16 Aralık 2020 14:03

Bilirkişiler, Çavuşçugöl'deki kömür ocağı için kamu yararı konusunda ayrıştı

Konya Ilgın'da tarım arazileri üzerine kömür ocağı yapılması davasında bilirkişi raporu belli oldu. Bilirkişiler kamu yararı konusunda ayrıştı.

Fotoğraf: Nisanur Fidan

Paylaş

Özer AKDEMİR
İzmir

Konya'nın Ilgın İlçesi Çavuşçugöl köyü yakınlarındaki tarım arazilerinin termik santrale kömür elde etmek için kömür ocağı yapılmasına karşı açılan davada bilirkişi raporu belli oldu. Büyük Ova Projesi kapsamında olan arazinin tarla mı maden ocağı olarak mı kullanılması konusunda bilirkişiler arasındaki görüş ayrılığının yansıdığı bilirkişi raporunda "kamu yararı - üstün kamu yararı" kavramları da tartışıldı. Ilgın Çevre Platformu ise raporda halk sağlığı konusunun göz ardı edildiği görüşünde.

EVLERE BİRKAÇ YÜZ METRE UZAKLIKTA KÖMÜR OCAĞI

Doğal Sit alanı olan Çavuşçugöl köyünde evlere bir kaç yüz metre uzaklıktaki ekili tarım arazilerinin kömür ocağı yapılması için verilen izin ve ruhsatlara karşı Çavuşçugöl sulama Kooperatifi tarafından açılan davada 11 Kasım 2020 tarihinde bilirkişi keşfi yapılmıştı.
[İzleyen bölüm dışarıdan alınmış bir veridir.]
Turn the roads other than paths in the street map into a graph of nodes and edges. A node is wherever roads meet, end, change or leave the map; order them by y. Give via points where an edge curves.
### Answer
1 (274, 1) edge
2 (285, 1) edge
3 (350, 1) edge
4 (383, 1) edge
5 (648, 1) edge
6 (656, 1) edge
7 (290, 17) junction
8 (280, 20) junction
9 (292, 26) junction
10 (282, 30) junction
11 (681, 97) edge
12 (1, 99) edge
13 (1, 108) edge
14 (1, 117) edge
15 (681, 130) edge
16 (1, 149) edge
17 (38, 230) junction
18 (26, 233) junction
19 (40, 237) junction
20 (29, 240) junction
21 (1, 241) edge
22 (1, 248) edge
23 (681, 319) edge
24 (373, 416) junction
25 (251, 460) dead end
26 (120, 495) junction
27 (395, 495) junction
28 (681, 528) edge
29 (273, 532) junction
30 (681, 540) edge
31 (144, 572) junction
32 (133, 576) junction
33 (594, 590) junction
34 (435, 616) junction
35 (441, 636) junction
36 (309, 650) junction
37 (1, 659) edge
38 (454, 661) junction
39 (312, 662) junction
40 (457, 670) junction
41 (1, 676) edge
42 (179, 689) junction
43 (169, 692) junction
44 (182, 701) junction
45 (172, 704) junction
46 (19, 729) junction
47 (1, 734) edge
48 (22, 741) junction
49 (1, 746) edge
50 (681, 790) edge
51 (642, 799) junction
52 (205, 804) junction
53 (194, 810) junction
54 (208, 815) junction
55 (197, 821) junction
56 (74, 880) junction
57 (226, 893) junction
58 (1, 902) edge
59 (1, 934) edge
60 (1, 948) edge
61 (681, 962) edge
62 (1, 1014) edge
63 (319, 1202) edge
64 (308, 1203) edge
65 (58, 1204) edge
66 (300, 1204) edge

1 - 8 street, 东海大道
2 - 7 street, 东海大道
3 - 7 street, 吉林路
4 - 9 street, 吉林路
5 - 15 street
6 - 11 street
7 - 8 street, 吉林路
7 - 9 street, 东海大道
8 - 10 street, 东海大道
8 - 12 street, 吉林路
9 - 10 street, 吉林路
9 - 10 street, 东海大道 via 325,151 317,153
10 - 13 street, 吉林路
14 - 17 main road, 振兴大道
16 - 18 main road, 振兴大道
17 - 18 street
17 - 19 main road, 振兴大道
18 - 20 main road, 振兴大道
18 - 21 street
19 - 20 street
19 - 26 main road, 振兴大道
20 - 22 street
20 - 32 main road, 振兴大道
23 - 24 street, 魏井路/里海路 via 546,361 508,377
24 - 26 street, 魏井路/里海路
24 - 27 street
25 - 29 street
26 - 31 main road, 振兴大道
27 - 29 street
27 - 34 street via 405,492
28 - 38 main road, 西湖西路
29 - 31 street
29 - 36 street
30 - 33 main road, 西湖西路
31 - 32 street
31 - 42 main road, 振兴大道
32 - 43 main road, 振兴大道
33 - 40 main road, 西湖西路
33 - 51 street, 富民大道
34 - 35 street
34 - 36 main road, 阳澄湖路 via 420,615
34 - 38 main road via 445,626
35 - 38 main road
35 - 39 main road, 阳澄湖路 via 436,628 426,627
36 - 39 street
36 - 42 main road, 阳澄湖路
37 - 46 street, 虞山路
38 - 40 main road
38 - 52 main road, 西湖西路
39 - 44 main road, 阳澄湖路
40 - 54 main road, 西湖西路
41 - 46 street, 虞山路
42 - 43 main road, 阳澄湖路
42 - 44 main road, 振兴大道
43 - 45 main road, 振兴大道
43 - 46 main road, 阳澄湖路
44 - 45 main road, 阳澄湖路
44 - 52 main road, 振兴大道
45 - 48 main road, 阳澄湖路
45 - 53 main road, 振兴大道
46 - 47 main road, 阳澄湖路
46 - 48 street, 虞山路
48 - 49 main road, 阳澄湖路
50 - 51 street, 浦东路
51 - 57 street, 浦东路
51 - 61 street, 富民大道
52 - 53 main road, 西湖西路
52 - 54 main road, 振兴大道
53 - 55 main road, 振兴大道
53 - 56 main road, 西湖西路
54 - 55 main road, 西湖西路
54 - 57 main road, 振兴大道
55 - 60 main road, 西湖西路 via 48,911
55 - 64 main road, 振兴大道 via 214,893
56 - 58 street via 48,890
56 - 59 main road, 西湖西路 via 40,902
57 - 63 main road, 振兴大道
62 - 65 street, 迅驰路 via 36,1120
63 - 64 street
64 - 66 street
Konya 1. İdare mahkemesi tarafından yapılan keşifte bilirkişilerden madencilik yapılan alanın tarım arazisi olup olmadığı, madenciliğin tarıma etkisi, maden sahasının Sit alanı içinde kalıp kalmadığı, madenciliğin yakınlardaki yerleşim alanına ve sulara etkisi gibi konulara açıklık getirilmesi istenmişti.

TKİ'NİN RUHSATI ÖZEL BİR ŞİRKETE DEVREDİLDİ

Dava dosyasında Çavuşçugöl'ün çevresinde TCDD'ye ait demir yolu geçtiği ve DSİ'ye ait doğal yataklar bulunduğu bu ünitelerin yerinin değiştirilmesi talebine bölge müdürlüklerinin olumsuz yanıt vermesine rağmen Toprak Koruma Kurulu'ndan izin alınmadan işletme hakkının rödövans usulü ile bir şirkete devredildiği ileri sürülüyordu. Çavuşçugöl'ün doğal sit ve Büyük Ova Projesi alanı olduğu ve bu alanlarda açık madencilik faaliyeti yapmanın hukuka uygun olmadığı da iddialar arasındaydı.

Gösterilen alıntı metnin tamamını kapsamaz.